Journals Without High Article Processing Charges
Open-access publishing options for authors who cannot pay or do not wish to pay large APCs
Authors avoiding high APCs have three credible routes: subscription journals (no author fee), diamond open-access (free, subsidised), and low-APC open-access (modest fee, often waivable). All three publish credibly when chosen carefully.
Frequently Asked Questions
What counts as a 'low' APC?
Below roughly USD 500 is generally considered low for credible journals; many specialty journals charge under USD 200. Anything substantially below USD 100 should be examined alongside other credibility signals; very low fees are sometimes a marketing tool at unverifiable venues.

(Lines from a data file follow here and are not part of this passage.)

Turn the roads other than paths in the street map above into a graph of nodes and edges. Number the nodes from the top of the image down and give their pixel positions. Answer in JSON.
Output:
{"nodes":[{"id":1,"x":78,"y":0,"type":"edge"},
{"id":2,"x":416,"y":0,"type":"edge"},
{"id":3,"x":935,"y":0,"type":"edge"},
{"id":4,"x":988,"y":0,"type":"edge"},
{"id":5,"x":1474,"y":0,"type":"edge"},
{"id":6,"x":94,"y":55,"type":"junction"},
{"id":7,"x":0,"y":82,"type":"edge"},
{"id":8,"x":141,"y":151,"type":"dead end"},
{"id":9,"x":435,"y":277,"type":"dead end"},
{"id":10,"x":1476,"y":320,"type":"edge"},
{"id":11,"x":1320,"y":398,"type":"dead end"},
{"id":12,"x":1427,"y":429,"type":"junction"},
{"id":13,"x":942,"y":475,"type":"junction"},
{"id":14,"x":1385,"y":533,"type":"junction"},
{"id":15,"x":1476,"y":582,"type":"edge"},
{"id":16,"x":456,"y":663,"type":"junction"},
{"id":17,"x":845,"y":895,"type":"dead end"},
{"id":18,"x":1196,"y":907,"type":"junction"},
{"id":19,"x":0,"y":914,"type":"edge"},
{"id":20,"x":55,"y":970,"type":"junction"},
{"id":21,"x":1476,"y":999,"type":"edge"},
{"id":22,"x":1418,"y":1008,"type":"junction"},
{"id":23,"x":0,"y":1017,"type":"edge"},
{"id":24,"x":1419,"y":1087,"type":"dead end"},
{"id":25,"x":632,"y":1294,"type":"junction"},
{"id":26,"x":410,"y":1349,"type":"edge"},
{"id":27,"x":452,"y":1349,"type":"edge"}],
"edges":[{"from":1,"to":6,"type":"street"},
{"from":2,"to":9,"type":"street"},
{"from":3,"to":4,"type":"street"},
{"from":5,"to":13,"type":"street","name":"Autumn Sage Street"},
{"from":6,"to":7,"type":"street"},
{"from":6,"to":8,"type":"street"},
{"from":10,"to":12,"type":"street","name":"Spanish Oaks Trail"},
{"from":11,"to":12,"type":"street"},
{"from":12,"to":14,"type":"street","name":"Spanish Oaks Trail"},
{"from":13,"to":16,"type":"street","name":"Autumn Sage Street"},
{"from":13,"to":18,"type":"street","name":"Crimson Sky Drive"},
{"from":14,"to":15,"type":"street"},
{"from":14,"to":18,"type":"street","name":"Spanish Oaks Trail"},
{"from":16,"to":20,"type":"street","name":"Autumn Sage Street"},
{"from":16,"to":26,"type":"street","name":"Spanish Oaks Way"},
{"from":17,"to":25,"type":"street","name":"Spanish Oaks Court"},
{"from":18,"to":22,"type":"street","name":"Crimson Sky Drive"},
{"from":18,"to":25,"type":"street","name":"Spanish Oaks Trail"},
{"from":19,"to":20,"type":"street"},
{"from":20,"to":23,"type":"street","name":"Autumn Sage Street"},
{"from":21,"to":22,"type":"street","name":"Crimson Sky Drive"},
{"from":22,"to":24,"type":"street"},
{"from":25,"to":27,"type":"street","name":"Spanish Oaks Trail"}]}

Are subscription journals a step backward?
Not at all. Many of the most rigorous journals in established fields are subscription-based and charge nothing to authors. The trade-off is paywalled reader access, which matters for some audiences and not others. The publication record itself is just as strong.
How do I check institutional transformative agreements?
The university library is the right starting point. Most libraries publish lists of agreements and the journals covered. Many publishers also let authors check eligibility through an affiliation field on the submission form.
Are diamond open-access journals slower?
Often, but not always. Diamond OA journals frequently run on volunteer editorial labour, which adds variability. Some are very fast; others can be slow. Confirming recent article publication dates indicates the actual pace.
Can I negotiate an APC waiver?
At most reputable publishers, waivers are policy-based rather than negotiable. Eligible authors get them; ineligible ones do not. A clear written request to the editorial office at submission usually produces a clear written response within a few days.